**Activity**
Pictures are not part of the copy. Reproduce all the records exactly.

==============================

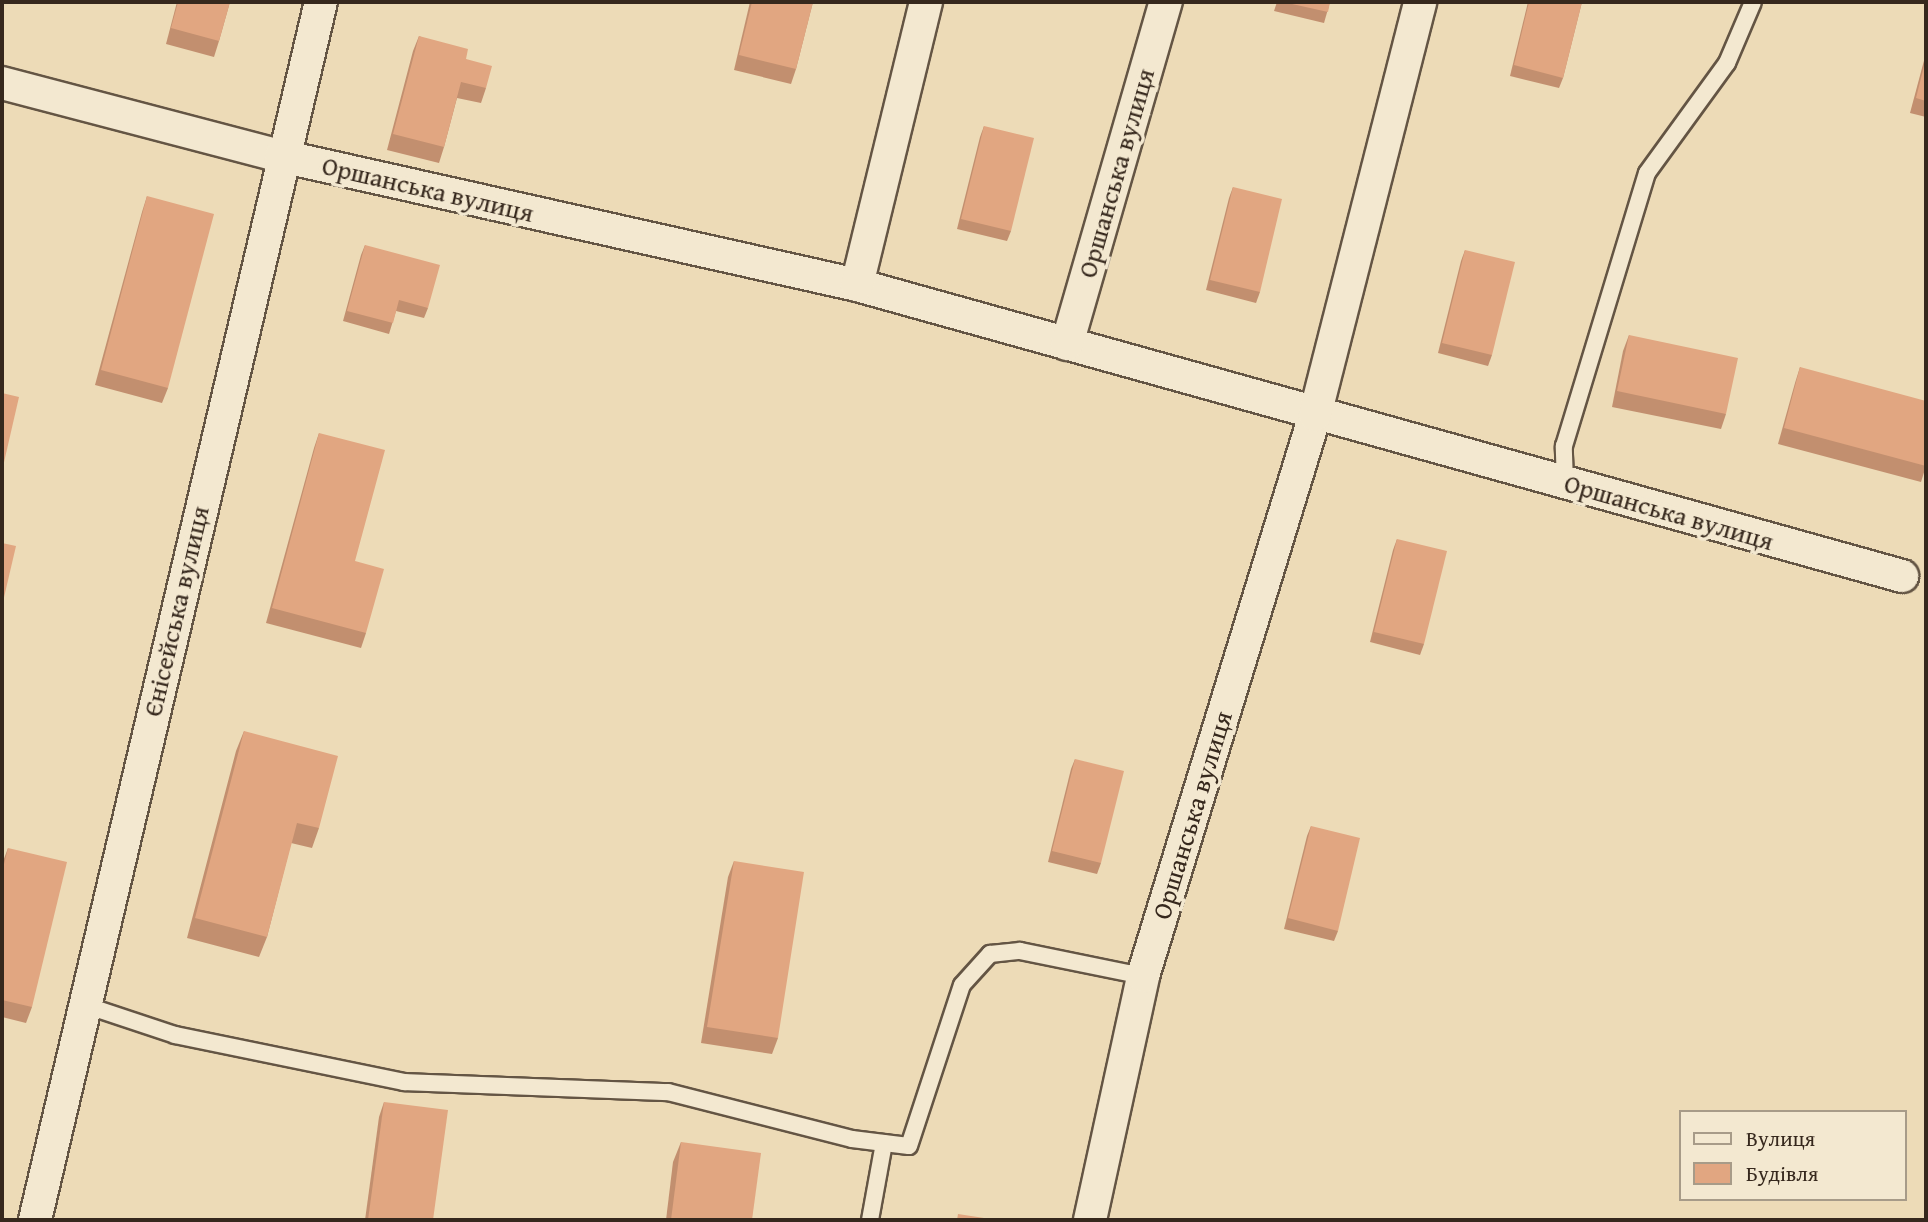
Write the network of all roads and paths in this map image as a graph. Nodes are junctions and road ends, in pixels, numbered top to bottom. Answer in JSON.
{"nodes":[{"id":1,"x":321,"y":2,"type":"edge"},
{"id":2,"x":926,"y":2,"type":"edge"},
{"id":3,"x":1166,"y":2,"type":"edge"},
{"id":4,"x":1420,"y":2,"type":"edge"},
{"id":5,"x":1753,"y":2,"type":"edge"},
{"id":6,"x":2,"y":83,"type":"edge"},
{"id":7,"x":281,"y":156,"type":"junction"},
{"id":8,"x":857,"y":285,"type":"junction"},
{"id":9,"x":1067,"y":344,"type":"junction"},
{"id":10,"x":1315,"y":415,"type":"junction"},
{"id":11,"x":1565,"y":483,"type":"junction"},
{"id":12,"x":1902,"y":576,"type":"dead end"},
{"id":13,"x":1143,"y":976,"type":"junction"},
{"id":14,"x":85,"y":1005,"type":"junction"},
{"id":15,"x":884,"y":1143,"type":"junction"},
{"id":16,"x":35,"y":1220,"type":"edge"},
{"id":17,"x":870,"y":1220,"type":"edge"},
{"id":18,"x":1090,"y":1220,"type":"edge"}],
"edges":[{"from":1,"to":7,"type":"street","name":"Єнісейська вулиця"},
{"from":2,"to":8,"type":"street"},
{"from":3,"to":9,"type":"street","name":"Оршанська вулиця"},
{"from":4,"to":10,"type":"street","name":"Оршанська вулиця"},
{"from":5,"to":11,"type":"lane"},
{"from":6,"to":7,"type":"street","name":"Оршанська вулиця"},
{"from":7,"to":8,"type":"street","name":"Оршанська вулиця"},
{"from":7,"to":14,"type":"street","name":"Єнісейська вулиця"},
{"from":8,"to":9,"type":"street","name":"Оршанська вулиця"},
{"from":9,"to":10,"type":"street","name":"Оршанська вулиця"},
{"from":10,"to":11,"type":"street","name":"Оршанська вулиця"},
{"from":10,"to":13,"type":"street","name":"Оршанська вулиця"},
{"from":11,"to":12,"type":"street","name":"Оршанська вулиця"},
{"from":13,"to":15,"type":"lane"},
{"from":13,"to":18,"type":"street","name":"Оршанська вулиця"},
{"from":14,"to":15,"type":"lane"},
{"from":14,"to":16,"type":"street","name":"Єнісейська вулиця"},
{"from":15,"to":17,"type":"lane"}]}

==============================

**Answer to this exercise**
Write the network of all roads and paths in this map image as a graph. Nodes are junctions and road ends, in pixels, numbered top to bottom. Answer in JSON.
{"nodes":[{"id":1,"x":321,"y":2,"type":"edge"},
{"id":2,"x":926,"y":2,"type":"edge"},
{"id":3,"x":1166,"y":2,"type":"edge"},
{"id":4,"x":1420,"y":2,"type":"edge"},
{"id":5,"x":1753,"y":2,"type":"edge"},
{"id":6,"x":2,"y":83,"type":"edge"},
{"id":7,"x":281,"y":156,"type":"junction"},
{"id":8,"x":857,"y":285,"type":"junction"},
{"id":9,"x":1067,"y":344,"type":"junction"},
{"id":10,"x":1315,"y":415,"type":"junction"},
{"id":11,"x":1565,"y":483,"type":"junction"},
{"id":12,"x":1902,"y":576,"type":"dead end"},
{"id":13,"x":1143,"y":976,"type":"junction"},
{"id":14,"x":85,"y":1005,"type":"junction"},
{"id":15,"x":884,"y":1143,"type":"junction"},
{"id":16,"x":35,"y":1220,"type":"edge"},
{"id":17,"x":870,"y":1220,"type":"edge"},
{"id":18,"x":1090,"y":1220,"type":"edge"}],
"edges":[{"from":1,"to":7,"type":"street","name":"Єнісейська вулиця"},
{"from":2,"to":8,"type":"street"},
{"from":3,"to":9,"type":"street","name":"Оршанська вулиця"},
{"from":4,"to":10,"type":"street","name":"Оршанська вулиця"},
{"from":5,"to":11,"type":"lane"},
{"from":6,"to":7,"type":"street","name":"Оршанська вулиця"},
{"from":7,"to":8,"type":"street","name":"Оршанська вулиця"},
{"from":7,"to":14,"type":"street","name":"Єнісейська вулиця"},
{"from":8,"to":9,"type":"street","name":"Оршанська вулиця"},
{"from":9,"to":10,"type":"street","name":"Оршанська вулиця"},
{"from":10,"to":11,"type":"street","name":"Оршанська вулиця"},
{"from":10,"to":13,"type":"street","name":"Оршанська вулиця"},
{"from":11,"to":12,"type":"street","name":"Оршанська вулиця"},
{"from":13,"to":15,"type":"lane"},
{"from":13,"to":18,"type":"street","name":"Оршанська вулиця"},
{"from":14,"to":15,"type":"lane"},
{"from":14,"to":16,"type":"street","name":"Єнісейська вулиця"},
{"from":15,"to":17,"type":"lane"}]}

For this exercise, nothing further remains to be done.